Trump Hosts 'Made in America' Event, Serves Guests With Spoons Made in China

President Donald Trump's "Made in America" products showcase had its very own awkward moment this week after guests noted they were being served food with silverware that was made in China.

The showcase, hosted in the Jacqueline Kennedy garden at the White House on Monday, was intended to show off the best of American-made products, putting the spotlight on goods from various states.

"It's an opportunity to showcase products that are made here in America and invite companies from each state to the White House to display [them]," White House deputy press secretary Lindsay Walters told The Hill.

U.S. President Donald Trump walks up the driveway prior to delivering remarks at a showcase of American-made products at the White House in Washington, U.S., July 23, 2018. Guests at the event were served using spoons made in China. Reuters

But eagle-eyed attendees, who were joined by Vice President Mike Pence along with several members of Trump's cabinet, spotted that the silverware used to serve refreshments at the event did not keep with the "Made in America" theme.

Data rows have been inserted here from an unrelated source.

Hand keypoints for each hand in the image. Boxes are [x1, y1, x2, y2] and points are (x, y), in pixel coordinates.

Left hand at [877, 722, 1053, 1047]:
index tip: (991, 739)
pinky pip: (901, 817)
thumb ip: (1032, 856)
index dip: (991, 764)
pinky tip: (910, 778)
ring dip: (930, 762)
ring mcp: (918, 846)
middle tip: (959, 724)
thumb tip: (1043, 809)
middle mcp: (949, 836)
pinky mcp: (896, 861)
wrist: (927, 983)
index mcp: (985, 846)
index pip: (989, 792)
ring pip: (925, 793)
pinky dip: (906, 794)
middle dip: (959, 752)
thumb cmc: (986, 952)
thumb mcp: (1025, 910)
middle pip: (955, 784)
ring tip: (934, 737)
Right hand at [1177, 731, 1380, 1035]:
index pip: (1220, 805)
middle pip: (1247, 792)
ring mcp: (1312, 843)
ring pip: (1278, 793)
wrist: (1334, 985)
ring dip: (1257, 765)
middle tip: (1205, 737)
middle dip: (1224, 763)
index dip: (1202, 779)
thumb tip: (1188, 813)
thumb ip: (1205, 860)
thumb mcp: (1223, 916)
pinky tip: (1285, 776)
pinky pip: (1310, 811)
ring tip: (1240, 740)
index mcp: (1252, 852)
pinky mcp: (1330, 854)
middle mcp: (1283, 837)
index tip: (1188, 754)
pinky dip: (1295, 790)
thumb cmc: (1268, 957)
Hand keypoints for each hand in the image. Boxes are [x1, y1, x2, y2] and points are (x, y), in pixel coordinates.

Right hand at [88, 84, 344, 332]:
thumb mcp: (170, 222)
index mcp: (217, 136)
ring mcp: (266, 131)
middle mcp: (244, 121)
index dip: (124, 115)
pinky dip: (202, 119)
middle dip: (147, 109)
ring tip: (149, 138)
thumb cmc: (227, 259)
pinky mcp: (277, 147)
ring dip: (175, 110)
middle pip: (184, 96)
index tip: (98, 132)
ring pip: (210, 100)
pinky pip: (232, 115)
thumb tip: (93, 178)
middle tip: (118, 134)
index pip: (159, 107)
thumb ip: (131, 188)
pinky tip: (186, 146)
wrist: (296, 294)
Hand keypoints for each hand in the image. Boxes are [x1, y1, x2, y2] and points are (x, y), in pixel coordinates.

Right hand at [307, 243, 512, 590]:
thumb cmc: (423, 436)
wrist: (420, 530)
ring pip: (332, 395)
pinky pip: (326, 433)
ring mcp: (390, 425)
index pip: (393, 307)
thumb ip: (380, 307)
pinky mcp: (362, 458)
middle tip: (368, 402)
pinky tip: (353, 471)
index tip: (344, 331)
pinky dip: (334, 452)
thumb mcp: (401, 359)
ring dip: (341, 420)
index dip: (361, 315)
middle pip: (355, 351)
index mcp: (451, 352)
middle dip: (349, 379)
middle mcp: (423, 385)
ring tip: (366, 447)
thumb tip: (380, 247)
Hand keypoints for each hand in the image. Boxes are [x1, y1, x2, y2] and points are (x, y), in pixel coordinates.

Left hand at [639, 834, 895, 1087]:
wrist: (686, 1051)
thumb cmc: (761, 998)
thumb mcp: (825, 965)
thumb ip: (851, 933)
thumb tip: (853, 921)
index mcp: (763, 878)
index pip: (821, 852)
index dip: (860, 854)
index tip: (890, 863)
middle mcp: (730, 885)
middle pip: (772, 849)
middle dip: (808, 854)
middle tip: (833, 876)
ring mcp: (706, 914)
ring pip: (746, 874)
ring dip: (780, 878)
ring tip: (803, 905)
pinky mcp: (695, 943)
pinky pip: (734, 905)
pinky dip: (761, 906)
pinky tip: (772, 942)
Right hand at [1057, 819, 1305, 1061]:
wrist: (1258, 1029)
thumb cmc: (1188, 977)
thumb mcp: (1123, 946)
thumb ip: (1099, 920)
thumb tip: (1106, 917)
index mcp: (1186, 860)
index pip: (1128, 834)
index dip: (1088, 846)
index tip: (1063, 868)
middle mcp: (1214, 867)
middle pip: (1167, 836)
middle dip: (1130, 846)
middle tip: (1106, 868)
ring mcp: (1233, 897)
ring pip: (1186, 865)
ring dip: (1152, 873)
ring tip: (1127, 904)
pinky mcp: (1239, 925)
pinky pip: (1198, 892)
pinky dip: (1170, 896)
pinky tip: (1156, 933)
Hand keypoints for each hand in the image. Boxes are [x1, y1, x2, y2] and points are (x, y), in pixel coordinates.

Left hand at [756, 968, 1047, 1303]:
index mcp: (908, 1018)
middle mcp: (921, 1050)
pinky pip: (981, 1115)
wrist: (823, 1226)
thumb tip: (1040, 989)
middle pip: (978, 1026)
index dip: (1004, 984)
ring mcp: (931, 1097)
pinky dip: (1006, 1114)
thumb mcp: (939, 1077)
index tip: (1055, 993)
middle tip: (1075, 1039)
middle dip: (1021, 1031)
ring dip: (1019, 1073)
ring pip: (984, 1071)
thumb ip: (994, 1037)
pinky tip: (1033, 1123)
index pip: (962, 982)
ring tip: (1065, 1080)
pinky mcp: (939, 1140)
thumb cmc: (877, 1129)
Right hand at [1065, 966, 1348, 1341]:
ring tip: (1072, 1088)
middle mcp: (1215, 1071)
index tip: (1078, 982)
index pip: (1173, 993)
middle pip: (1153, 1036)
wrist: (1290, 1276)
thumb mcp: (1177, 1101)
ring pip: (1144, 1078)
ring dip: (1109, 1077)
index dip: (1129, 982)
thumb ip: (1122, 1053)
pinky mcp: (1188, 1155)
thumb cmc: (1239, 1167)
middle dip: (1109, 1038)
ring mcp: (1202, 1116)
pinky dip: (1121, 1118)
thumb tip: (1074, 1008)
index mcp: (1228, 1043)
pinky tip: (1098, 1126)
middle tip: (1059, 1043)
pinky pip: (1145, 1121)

Matt Roberts, the president of the country's last flatware maker, Sherrill Manufacturing, who was at the event to display his brand of Liberty Tabletop stainless steel silverware, was shown a spoon by Representative Claudia Tenney—who asked if he could identify where it came from.

"It says Oneida Ltd.," reported Roberts replying. "It's made in China."

Roberts would know—his company took over a large factory from Oneida Ltd. in 2005 after the latter announced plans to scrap domestic manufacturing and close the doors of its plant, which once employed more than 2,000 people, The New York Times reported.

Tenney was clearly aware that the White House would not be using American-made silverware at its event, despite the name suggesting otherwise, and amid the recent introduction of tariffs on goods from China, among other countries, which the president has claimed will offset trade imbalances.

Rep. Tenney, along with Roberts, has previously attempted to persuade President Trump that he should be using American-made products in the White House; filming herself asking him about the issue on a previous occasion.

"The only flatware manufacturer in the nation is in my district," Tenney tells Trump in the clip, which was shared online in 2017.

"I'll buy it, I'll buy it," Trump replies, in a pledge that does not appear to have come to fruition, if the China-made silverware at the White House's Monday event is anything to go by.